Dave Hughes, Founder of Old Colorado City Communications

Dave Hughes is probably the premier technical and policy facilitator in grass-roots community networking. In 1981, he started what may be the first bulletin board system (BBS) whose goal was to empower the local public politically. Since then, Hughes has traveled around the world in an effort to bring some of the most disenfranchised and isolated communities into the electronic age.

In Hughes’s home town, Colorado Springs, Colorado, all residents can get online, including truck drivers logging in from Rogers Bar. On more than one occasion, Colorado Springs citizens organized by Hughes online won a changes in the procurement policy by local government. His local private bulletin board has evolved into a city-run “City Link” on which the city council communicates openly with the entire community online. Hughes is targeting the state legislature next.

Hughes’s work in other communities ranges from Hawaii to Russia. He designed the decentralized Big Sky Telegraph educational network in Montana. He employs Russian engineers, linked by modem, to do technical work. To support languages that don’t use ASCII characters, he uses NAPLPS (North American Presentation Level Protocol Syntax). For a project in San Luis valley—a poor, rural, Hispanic area of Colorado and New Mexico—Hughes even plans to bring support for sound and music.

In December 1992, Hughes was asked by the transition team of President-elect Clinton to submit a low-cost plan for bringing computer networks into all public schools. His suggestion was by far the cheapest, because he recommended transferring data through brief phone calls, using simple store-and-forward technologies such as UUCP, Fidonet, and FrEdMail. A large part of his suggested budget would go to training. The White House ultimately sent to Congress a request that was close to the dollar amount that Hughes projected, billions less that other projections.

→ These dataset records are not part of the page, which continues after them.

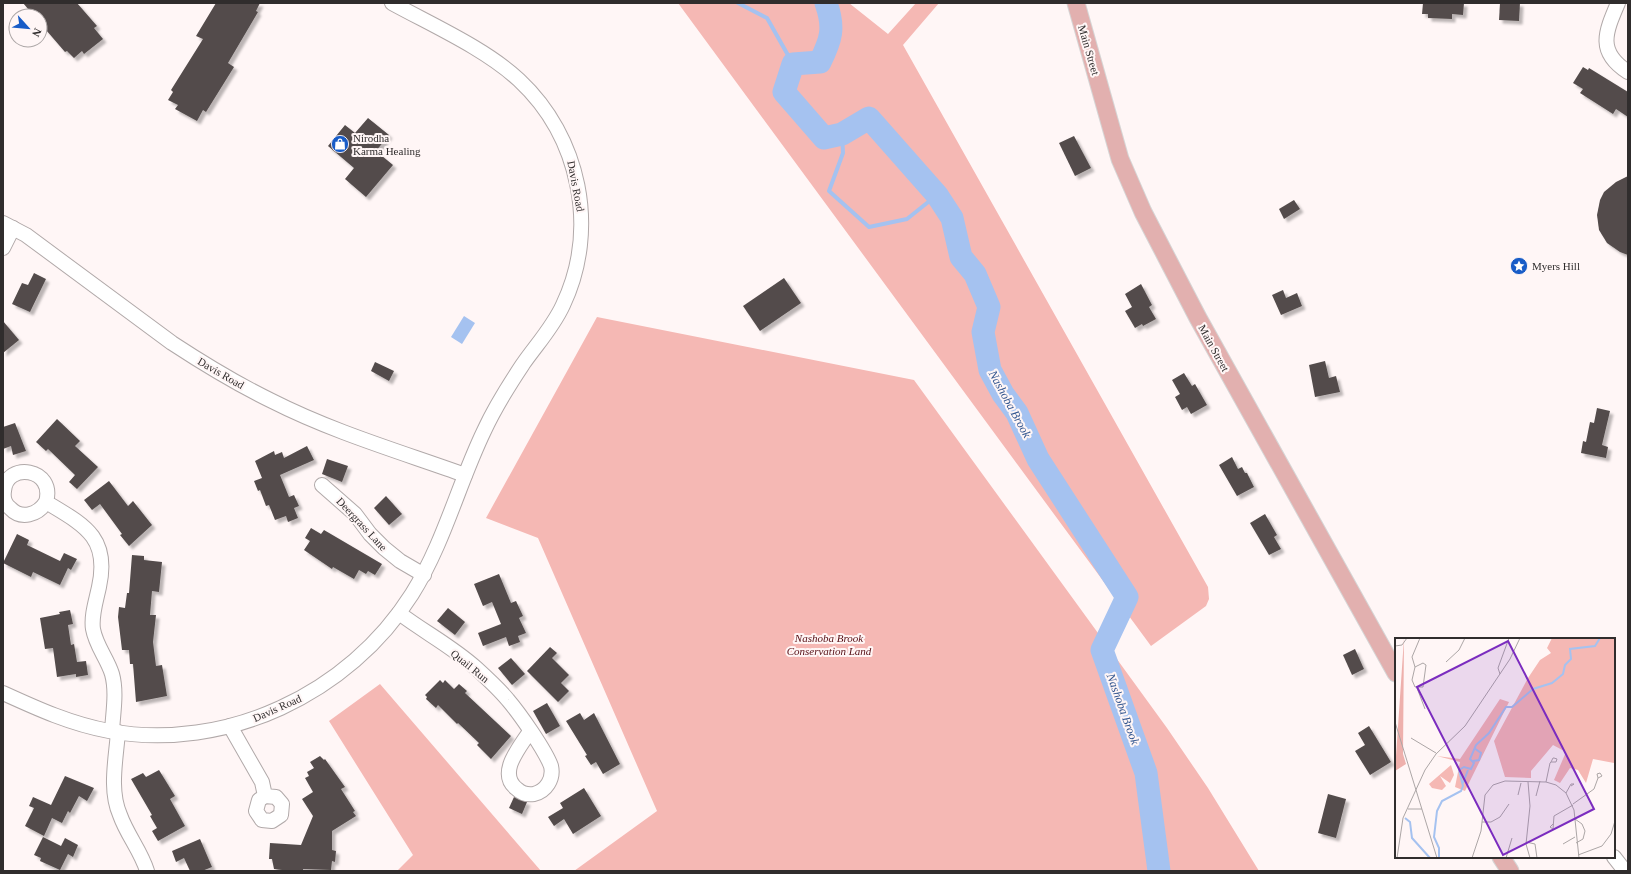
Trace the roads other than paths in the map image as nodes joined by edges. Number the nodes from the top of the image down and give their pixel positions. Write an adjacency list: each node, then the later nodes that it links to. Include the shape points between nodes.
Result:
1 (392, 3): 7 (street, Davis Road, via 483,54 518,80 548,113 559,132 568,152 580,194 581,239 572,282 564,303 554,323 506,391 489,421)
2 (1076, 3): 12 (main road, Main Street, via 1120,159 1143,212 1205,331)
3 (1618, 3): 4 (street, via 1606,44 1614,63)
4 (1628, 72)
5 (8, 225): 6 (street); 7 (street, Davis Road, via 94,284 178,347 272,401 339,429)
6 (3, 248)
7 (465, 475): 10 (street, Davis Road)
8 (322, 485): 10 (street, Deergrass Lane, via 355,514 384,548)
9 (46, 502): 16 (street, via 68,515 90,534 101,553 102,569 93,628 114,681)
10 (424, 575): 11 (street, Davis Road)
11 (399, 614): 14 (street, Davis Road, via 370,647 334,678 291,704); 15 (street, Quail Run, via 474,667 508,699)
12 (1395, 671)
13 (3, 693): 16 (street, Davis Road, via 55,716)
14 (230, 726): 16 (street, Davis Road, via 207,732 158,736); 17 (street, via 262,782)
15 (530, 731)
16 (115, 732): 20 (street, via 116,802 123,823 138,848)
17 (265, 796)
18 (1502, 858): 21 (main road)
19 (1615, 858): 22 (street)
20 (147, 871)
21 (1510, 871)
22 (1625, 871)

Following is Dave Hughes’ statement about government policy and community networks.

The Electronic Public Interest Versus the Private Good by Dave Hughes

The US Government stands at a major crossroads in its role in building the National Information Highways. There are three paths open to it.

One option is to build, with tax funds, the major networks of the National Information Infrastructure. The government and other analysts argue we can’t afford that.

A second choice is to remove all obstacles to the giant communications, telephone, cable, computer, and entertainment sectors. Allow them to build the network and offer it as a mass consumer service.

A third option is to unleash and support the private sector to build the infrastructure, but to use laws and regulation to ensure that every American has free or highly price-regulated access.

I am afraid this Administration already has taken the second path, abandoning the 1934 Telecom Act’s principle of universal access for voice phone service. This decision has broad implications for future interactive telecommunications services.

Unfortunately, the Administration is applying the principle if you can afford it, you can have it. This will affect historically “public” information services like K-12 education and public libraries, where the skills of the future have traditionally been passed on to the public, at the public’s expense. By letting the “marketplace” decide the degree of access, we let commercial vendors of telecom go only where they see a profitable “market”; not where there is a need. This contrasts strongly with the policy of regulated phone service to rural areas, which was also the basis for business rates subsidizing residental voice phone rates.

If the Administration continues with this trend, we will equate the private interest of a some citizens and groups—either wealthy, or inside favorable markets—with the public interest, which should recognize no such distinctions. And that guarantees an Information Rich/Information Poor society resembling Europe before the Industrial Age.